George saw this as a challenge. The following year, as the holder of the International Chef of the Year title, George was invited back to the competition, now held in Vancouver.

While Coriander Mason flambéed a wild Canadian salmon and prepared a bed of Senegalese Thieboudienne rice, George sautéed, deep fried, garnished and infused. There were many who praised Coriander’s vision but there was universal acclaim for George’s egg and chips with a slice of buttered bread and a nice cup of tea.

Coriander was really starting to dislike George and dislike turned to utter contempt twelve months later when George won for an unprecedented third successive year with a reheated Morrison’s sausage roll and a can of orange Fanta.

By now many of the other chefs had changed their approach to the competition. Not only that but restaurants around the world had adapted their menus to suit the changing taste for simpler foods.

Against this tide of barbarism, Coriander clung on to all she held dear. She knew the wheel would continue turning and her creativity and inspiration would one day be fully recognised.

It wasn’t until George Vimto claimed his fourth victory, with a Walker’s cheese and onion crisp sandwich, that Coriander’s thoughts turned to murder. George had become the focal point of all the evil that festered in Coriander’s mind but this now extended to food critics, food writers and especially competition judges.

The following year the competition moved to Florida. This year there was a twist.

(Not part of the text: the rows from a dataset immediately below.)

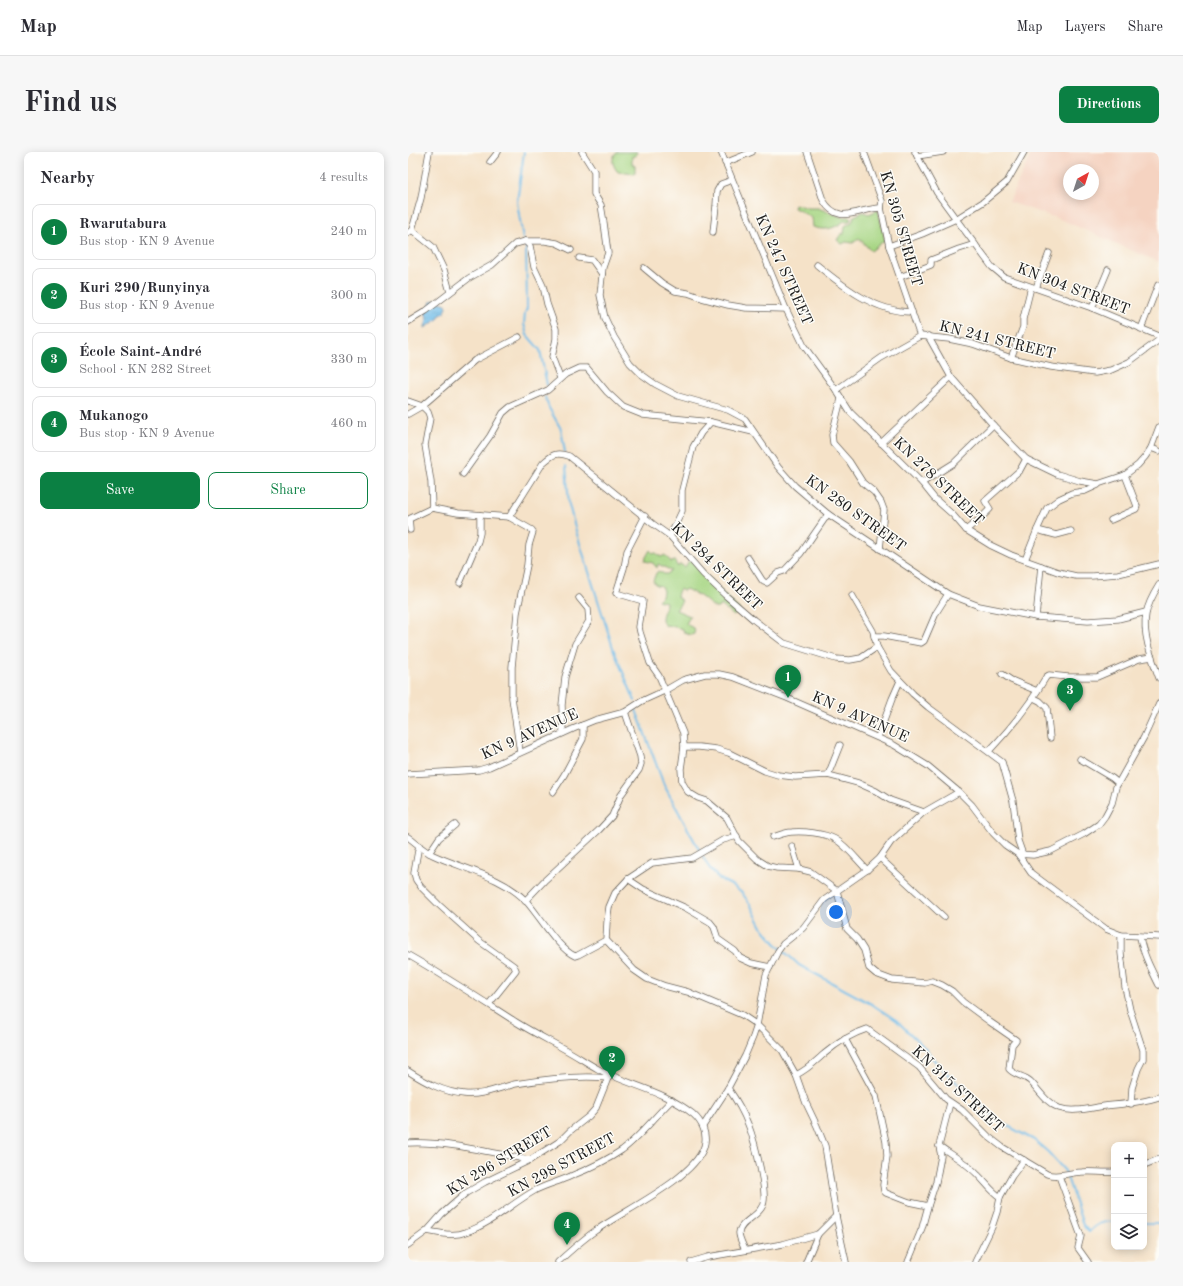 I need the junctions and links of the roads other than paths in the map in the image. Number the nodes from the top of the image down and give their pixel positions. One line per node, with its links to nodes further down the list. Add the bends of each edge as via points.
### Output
1 (429, 152): 16 (street, via 421,198)
2 (498, 152): 11 (street)
3 (582, 152): 27 (street, KN 280 STREET, via 594,171 594,194 601,205 608,253)
4 (720, 152): 12 (street, KN 247 STREET)
5 (752, 152): 12 (street)
6 (807, 152): 14 (street, via 823,200 832,211 846,215 870,208)
7 (864, 152): 14 (street, KN 305 STREET, via 882,202)
8 (943, 152): 10 (street)
9 (1024, 152): 15 (street, via 1007,182 983,202)
10 (916, 154): 15 (street, KN 304 STREET)
11 (490, 162)
12 (724, 163): 13 (street, KN 247 STREET)
13 (732, 180): 17 (street, via 721,184 717,191); 33 (street, KN 247 STREET)
14 (881, 208): 20 (street, KN 305 STREET)
15 (956, 219): 19 (street, KN 304 STREET); 20 (street)
16 (410, 232): 31 (street, via 433,247 444,270)
17 (712, 232)
18 (525, 241): 21 (street, via 545,241); 31 (street, via 515,244 492,265); 44 (street, via 530,246 534,267 543,286 556,328 552,357)
19 (975, 244): 28 (street, via 931,260 931,265); 30 (street, KN 304 STREET, via 992,267 1004,277)
20 (889, 246): 28 (street, KN 305 STREET)
21 (571, 250)
22 (1049, 253): 30 (street)
23 (579, 258): 27 (street, via 592,260)
24 (817, 265): 34 (street, via 844,287 860,296 898,312)
25 (644, 268): 33 (street, via 675,291 746,308)
26 (1108, 270): 32 (street)
27 (602, 274): 53 (street, KN 280 STREET, via 600,295 605,318 630,363 655,384 678,396 738,414 745,419)
28 (900, 277): 34 (street, KN 305 STREET)
29 (1158, 285): 36 (street)
30 (1033, 287): 32 (street, KN 304 STREET); 42 (street, via 1023,327)
31 (450, 292): 35 (street)
32 (1092, 308): 36 (street, KN 304 STREET)
33 (786, 309): 45 (street, KN 247 STREET, via 804,346)
34 (912, 312): 37 (street, KN 305 STREET)
35 (408, 322)
36 (1141, 329): 39 (street, KN 304 STREET)
37 (920, 336): 38 (street, KN 241 STREET); 45 (street, KN 241 STREET, via 881,358)
38 (928, 336): 42 (street, KN 241 STREET, via 972,344); 43 (street)
39 (1159, 336)
40 (519, 337): 48 (street, via 476,360)
41 (1159, 340): 42 (street, KN 241 STREET, via 1129,362 1111,370 1095,373)
42 (1011, 358)
43 (951, 377): 51 (street); 54 (street)
44 (560, 378): 50 (street, via 573,370 586,368 623,407 644,415); 58 (street, via 548,390 510,407 503,413)
45 (836, 390): 46 (street, KN 278 STREET)
46 (841, 399): 54 (street, KN 278 STREET, via 850,412); 73 (street, via 832,435 833,443 881,502 884,520)
47 (408, 401): 48 (street)
48 (422, 406): 49 (street); 62 (street, via 430,418 425,445)
49 (408, 414)
50 (711, 422): 53 (street); 72 (street, via 693,447 682,490 682,511)
51 (993, 425): 57 (street); 60 (street, via 954,463)
52 (1159, 428): 55 (street)
53 (753, 432): 63 (street, KN 280 STREET, via 778,467)
54 (881, 443): 60 (street, KN 278 STREET)
55 (1151, 448): 56 (street); 59 (street, via 1138,465)
56 (1159, 451)
57 (1026, 459): 61 (street, via 1058,474); 69 (street, via 1020,470 985,501 990,509)
58 (463, 474)
59 (1125, 475): 61 (street); 67 (street, via 1137,506 1136,509)
60 (922, 483): 69 (street, KN 278 STREET)
61 (1098, 484): 70 (street, via 1085,492 1072,492 1047,508)
62 (432, 508): 64 (street); 68 (street, via 409,519)
63 (828, 514): 73 (street, KN 280 STREET); 74 (street, via 801,553 784,571 767,583 762,580)
64 (480, 515): 66 (street); 78 (street, via 478,541)
65 (645, 516): 66 (street, KN 284 STREET, via 577,461 559,453 543,463); 72 (street, KN 284 STREET); 91 (street, via 627,551 616,593 643,601 640,632 650,663 659,676)
66 (509, 517): 103 (street, via 529,527 533,532 517,613 513,659 512,698)
67 (1111, 520)
68 (410, 530)
69 (966, 530): 75 (street, KN 278 STREET, via 990,545)
70 (1037, 530): 71 (street, via 1056,535); 75 (street)
71 (1071, 531)
72 (670, 536): 86 (street, KN 284 STREET, via 725,595 784,643 836,659 850,660 861,658)
73 (880, 549): 80 (street, KN 280 STREET)
74 (748, 558)
75 (1026, 560): 77 (street, KN 278 STREET)
76 (1159, 564): 77 (street, KN 278 STREET, via 1118,574 1092,576 1076,576)
77 (1041, 566): 84 (street)
78 (460, 583)
79 (1159, 585): 83 (street)
80 (948, 594): 84 (street, KN 280 STREET, via 979,606); 85 (street, via 921,643)
81 (852, 595): 85 (street, via 874,631)
82 (579, 598): 97 (street, via 588,609 589,621 575,644 565,677 562,705)
83 (1146, 612): 84 (street, KN 280 STREET, via 1100,621); 87 (street, via 1147,638)
84 (1036, 617)
85 (874, 636): 86 (street)
86 (876, 647): 90 (street)
87 (1152, 657): 89 (street); 92 (street, via 1139,659 1097,677 1049,675)
88 (1002, 674): 92 (street)
89 (1159, 678)
90 (900, 681): 98 (street); 102 (street, via 942,718)
91 (664, 691): 95 (street, KN 9 AVENUE); 98 (street, KN 9 AVENUE, via 694,676 719,674 733,677); 101 (street, via 680,723)
92 (1037, 691): 93 (street)
93 (1034, 698): 99 (street, via 1047,708); 102 (street)
94 (1159, 704): 107 (street)
95 (625, 712): 96 (street, KN 9 AVENUE); 124 (street, via 640,756 639,770 621,795 612,816)
96 (583, 725): 97 (street, KN 9 AVENUE); 108 (street, via 583,739)
97 (563, 734): 103 (street, KN 9 AVENUE)
98 (878, 738): 109 (street, KN 9 AVENUE, via 928,766)
99 (1050, 738)
100 (840, 745): 106 (street)
101 (684, 748): 106 (street, via 716,749 778,775); 112 (street, via 682,782 688,792 718,809 727,818)
102 (989, 751): 118 (street, via 1002,762 1012,801)
103 (520, 752): 105 (street, KN 9 AVENUE, via 478,770)
104 (1080, 759): 107 (street)
105 (408, 774)
106 (828, 775): 110 (street, via 858,783 890,800)
107 (1118, 783): 118 (street, via 1106,816 1098,824 1051,851)
108 (553, 792)
109 (959, 792): 110 (street); 118 (street, KN 9 AVENUE, via 993,833)
110 (924, 812): 119 (street, via 891,842)
111 (455, 825): 117 (street, via 439,838)
112 (737, 836): 120 (street, via 747,850 768,866); 122 (street, via 723,840 692,858 652,863)
113 (408, 837): 115 (street)
114 (773, 837): 121 (street, via 791,832 835,839)
115 (419, 845): 117 (street); 133 (street, via 414,873 421,887 516,970)
116 (792, 846): 120 (street)
117 (429, 853): 124 (street, via 507,886)
118 (1020, 855): 126 (street, via 1031,873 1090,918)
119 (880, 858): 121 (street); 125 (street)
120 (799, 869): 123 (street, via 811,872)
121 (867, 870): 123 (street)
122 (628, 879): 129 (street, via 615,894 610,907); 131 (street, via 710,922 718,939 735,951 740,958)
123 (837, 891): 131 (street, via 824,900 803,928 783,944); 145 (street, via 847,930 858,939 869,968 876,974 892,980 925,983 932,981 952,991 963,1002 1016,1040 1012,1045 1009,1069 1029,1080 1058,1108 1079,1110)
124 (525, 901): 129 (street, via 570,954 578,955)
125 (944, 917)
126 (1121, 935): 127 (street); 145 (street, via 1125,987 1143,1050 1143,1059 1132,1088)
127 (1140, 937): 128 (street); 132 (street, via 1142,948)
128 (1159, 937)
129 (606, 940): 134 (street, via 634,970 647,979 706,999 742,1015)
130 (408, 955): 133 (street)
131 (770, 967): 134 (street, via 766,975)
132 (1159, 985)
133 (489, 1004): 139 (street)
134 (757, 1025): 138 (street, via 782,1050); 141 (street, via 745,1056)
135 (845, 1039): 138 (street, KN 315 STREET); 144 (street, KN 315 STREET, via 867,1029 920,1067); 156 (street, via 876,1096 886,1142 884,1191 909,1202)
136 (408, 1071): 137 (street)
137 (415, 1075): 139 (street, via 447,1091 466,1095 535,1081); 140 (street)
138 (796, 1075): 157 (street, via 825,1146)
139 (609, 1077): 143 (street, via 648,1089); 150 (street, KN 296 STREET, via 596,1108 589,1116 560,1141)
140 (408, 1078)
141 (728, 1088): 146 (street); 161 (street, via 751,1129 762,1176 762,1207 740,1229 739,1234)
142 (1159, 1097): 145 (street)
143 (672, 1100): 146 (street, via 695,1116); 158 (street, KN 298 STREET, via 621,1150 571,1176 532,1192 478,1228 452,1235)
144 (950, 1102): 148 (street); 151 (street, KN 315 STREET, via 972,1118 981,1131)
145 (1131, 1104)
146 (703, 1126): 162 (street, via 704,1147 688,1169 663,1189 594,1231)
147 (408, 1144): 150 (street, via 463,1146)
148 (939, 1146): 155 (street, via 978,1174 992,1192); 156 (street, via 939,1168)
149 (1159, 1159): 152 (street)
150 (530, 1160): 158 (street, KN 296 STREET, via 466,1193)
151 (1024, 1160): 154 (street, KN 315 STREET, via 1051,1176); 155 (street)
152 (1147, 1164)
153 (1111, 1172): 154 (street, KN 315 STREET, via 1083,1172)
154 (1058, 1176): 168 (street, via 1081,1236 1078,1248)
155 (1000, 1197): 167 (street, via 994,1219)
156 (928, 1206): 166 (street)
157 (836, 1216): 159 (street); 165 (street)
158 (427, 1231): 160 (street, KN 296 STREET)
159 (818, 1234): 161 (street, via 783,1244); 164 (street)
160 (408, 1245)
161 (745, 1250): 163 (street)
162 (558, 1262)
163 (692, 1262)
164 (806, 1262)
165 (846, 1262)
166 (908, 1262)
167 (975, 1262)
168 (1088, 1262)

The finals were to be held in the Animal Kingdom Theme Park and the contestants were free to include in their ingredients any of the animals in the zoo. Perhaps if she had opened her eyes a little wider Coriander might have spotted a return to traditional restaurant values of exotic ingredients at wildly inflated prices.

Compared to many of the other entrants, Coriander kept things relatively simple. Not for her the chargrilled panther steak or pan-fried lemur. Coriander went with a Belgian D’Anver chicken in a medley of herbs and almond-scented wild mushrooms.

George knew that times were changing but he secured his fifth title with the classic pot noodle. Lifting the trophy was the last thing George did in this world. Coriander had invited him to taste her dish and along with the five members of the judging panel, George fell victim to cyanide poisoning. Indeed it was the cyanide that had given the almond-like tang to the wild mushrooms.

Coriander was now the undisputed best chef in the world. She was also serving the first of six consecutive life sentences for murder. She was spared the death sentence by offering her services as the head chef on death row: the chef who prepares the last meal requests of those about to be executed. And, with the encouragement of the prison Governor, many of her customers now chose Coriander Mason’s signature dish of herb chicken with almond-scented wild mushrooms.

The End


Thanks for taking the time to read these stories.